Task requirements: With the pictures set aside, reproduce each entry precisely as it reads.

Records for this exercise:
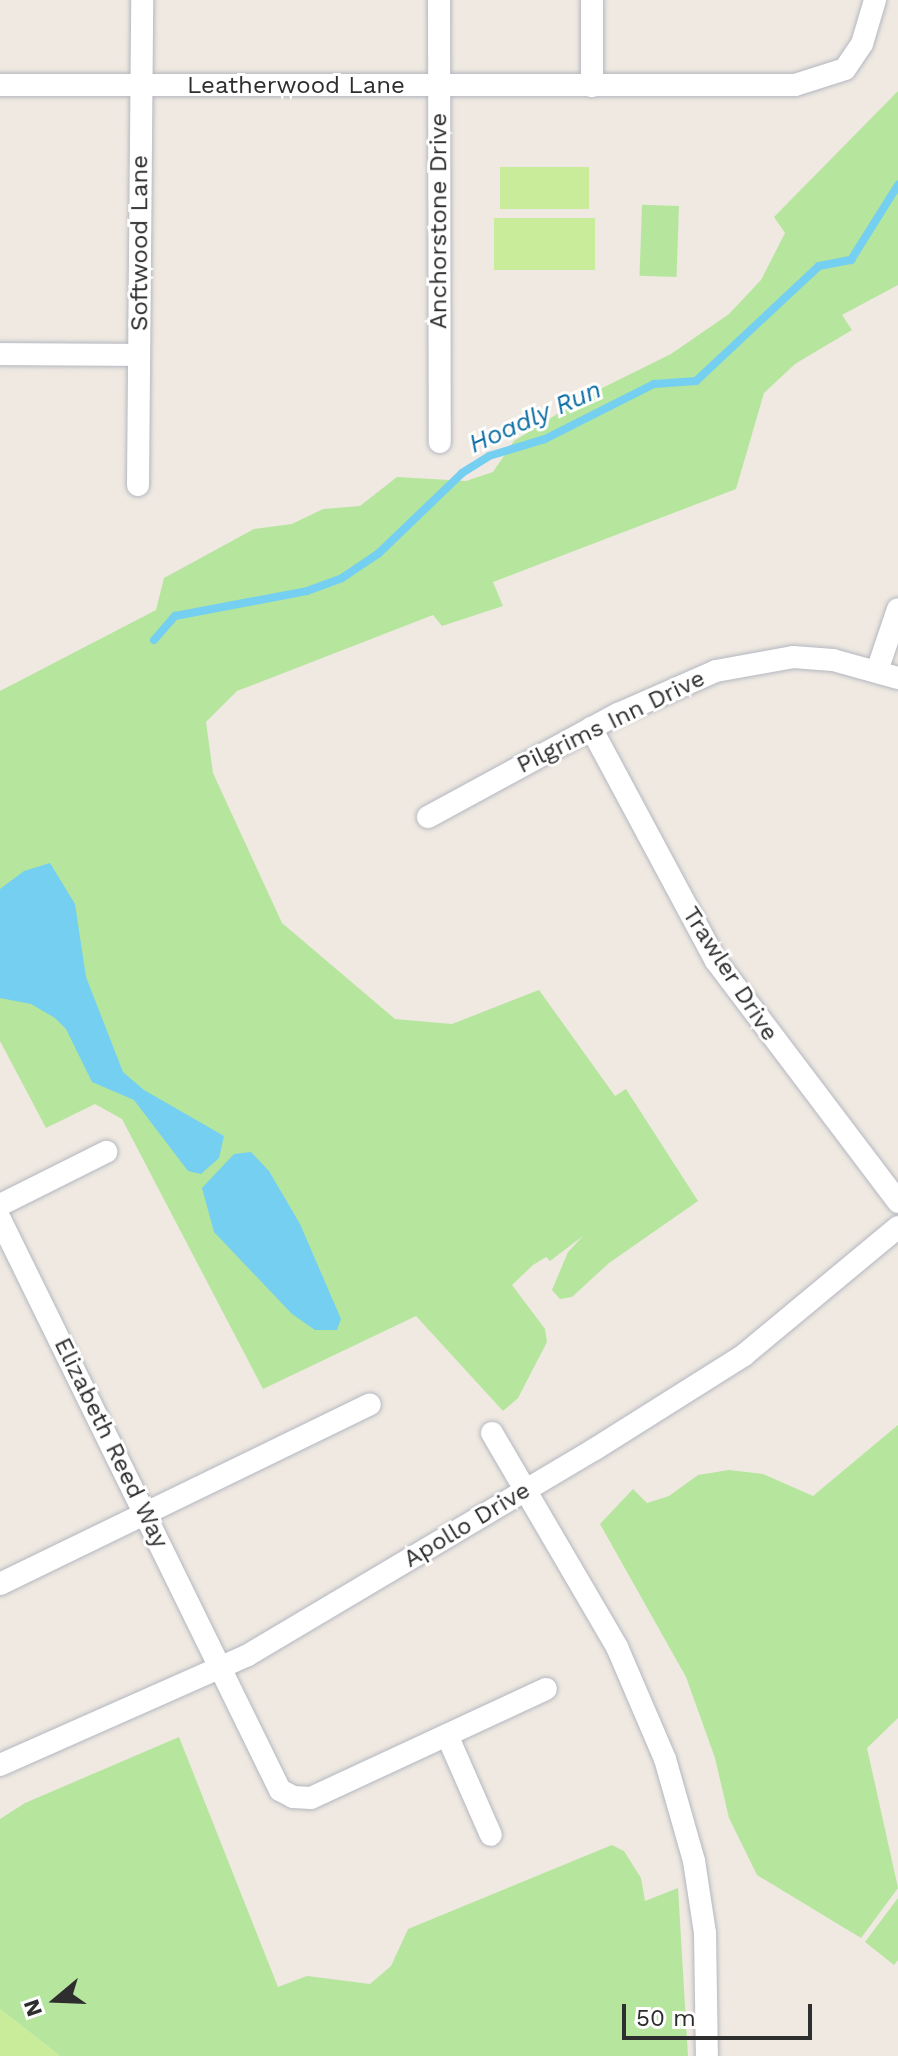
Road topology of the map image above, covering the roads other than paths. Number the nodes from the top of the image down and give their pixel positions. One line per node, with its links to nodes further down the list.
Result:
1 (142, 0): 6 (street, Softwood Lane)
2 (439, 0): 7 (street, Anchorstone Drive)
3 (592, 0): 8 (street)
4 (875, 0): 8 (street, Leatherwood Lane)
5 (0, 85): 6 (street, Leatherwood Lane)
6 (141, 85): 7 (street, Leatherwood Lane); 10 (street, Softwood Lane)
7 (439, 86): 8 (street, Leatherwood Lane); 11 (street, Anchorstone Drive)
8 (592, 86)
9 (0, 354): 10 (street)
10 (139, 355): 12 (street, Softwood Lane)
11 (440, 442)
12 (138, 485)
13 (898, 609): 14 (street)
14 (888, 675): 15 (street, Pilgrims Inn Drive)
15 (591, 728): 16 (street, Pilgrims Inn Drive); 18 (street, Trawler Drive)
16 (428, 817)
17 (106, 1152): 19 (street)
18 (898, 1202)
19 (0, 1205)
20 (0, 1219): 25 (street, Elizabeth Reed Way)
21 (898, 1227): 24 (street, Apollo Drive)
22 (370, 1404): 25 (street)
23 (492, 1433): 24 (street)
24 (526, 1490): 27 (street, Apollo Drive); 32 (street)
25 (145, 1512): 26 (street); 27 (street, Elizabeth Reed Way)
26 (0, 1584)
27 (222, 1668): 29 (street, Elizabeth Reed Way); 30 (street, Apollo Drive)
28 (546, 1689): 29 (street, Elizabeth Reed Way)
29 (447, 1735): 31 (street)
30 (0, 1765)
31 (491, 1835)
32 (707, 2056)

Solution below:
Road topology of the map image above, covering the roads other than paths. Number the nodes from the top of the image down and give their pixel positions. One line per node, with its links to nodes further down the list.
Result:
1 (142, 0): 6 (street, Softwood Lane)
2 (439, 0): 7 (street, Anchorstone Drive)
3 (592, 0): 8 (street)
4 (875, 0): 8 (street, Leatherwood Lane)
5 (0, 85): 6 (street, Leatherwood Lane)
6 (141, 85): 7 (street, Leatherwood Lane); 10 (street, Softwood Lane)
7 (439, 86): 8 (street, Leatherwood Lane); 11 (street, Anchorstone Drive)
8 (592, 86)
9 (0, 354): 10 (street)
10 (139, 355): 12 (street, Softwood Lane)
11 (440, 442)
12 (138, 485)
13 (898, 609): 14 (street)
14 (888, 675): 15 (street, Pilgrims Inn Drive)
15 (591, 728): 16 (street, Pilgrims Inn Drive); 18 (street, Trawler Drive)
16 (428, 817)
17 (106, 1152): 19 (street)
18 (898, 1202)
19 (0, 1205)
20 (0, 1219): 25 (street, Elizabeth Reed Way)
21 (898, 1227): 24 (street, Apollo Drive)
22 (370, 1404): 25 (street)
23 (492, 1433): 24 (street)
24 (526, 1490): 27 (street, Apollo Drive); 32 (street)
25 (145, 1512): 26 (street); 27 (street, Elizabeth Reed Way)
26 (0, 1584)
27 (222, 1668): 29 (street, Elizabeth Reed Way); 30 (street, Apollo Drive)
28 (546, 1689): 29 (street, Elizabeth Reed Way)
29 (447, 1735): 31 (street)
30 (0, 1765)
31 (491, 1835)
32 (707, 2056)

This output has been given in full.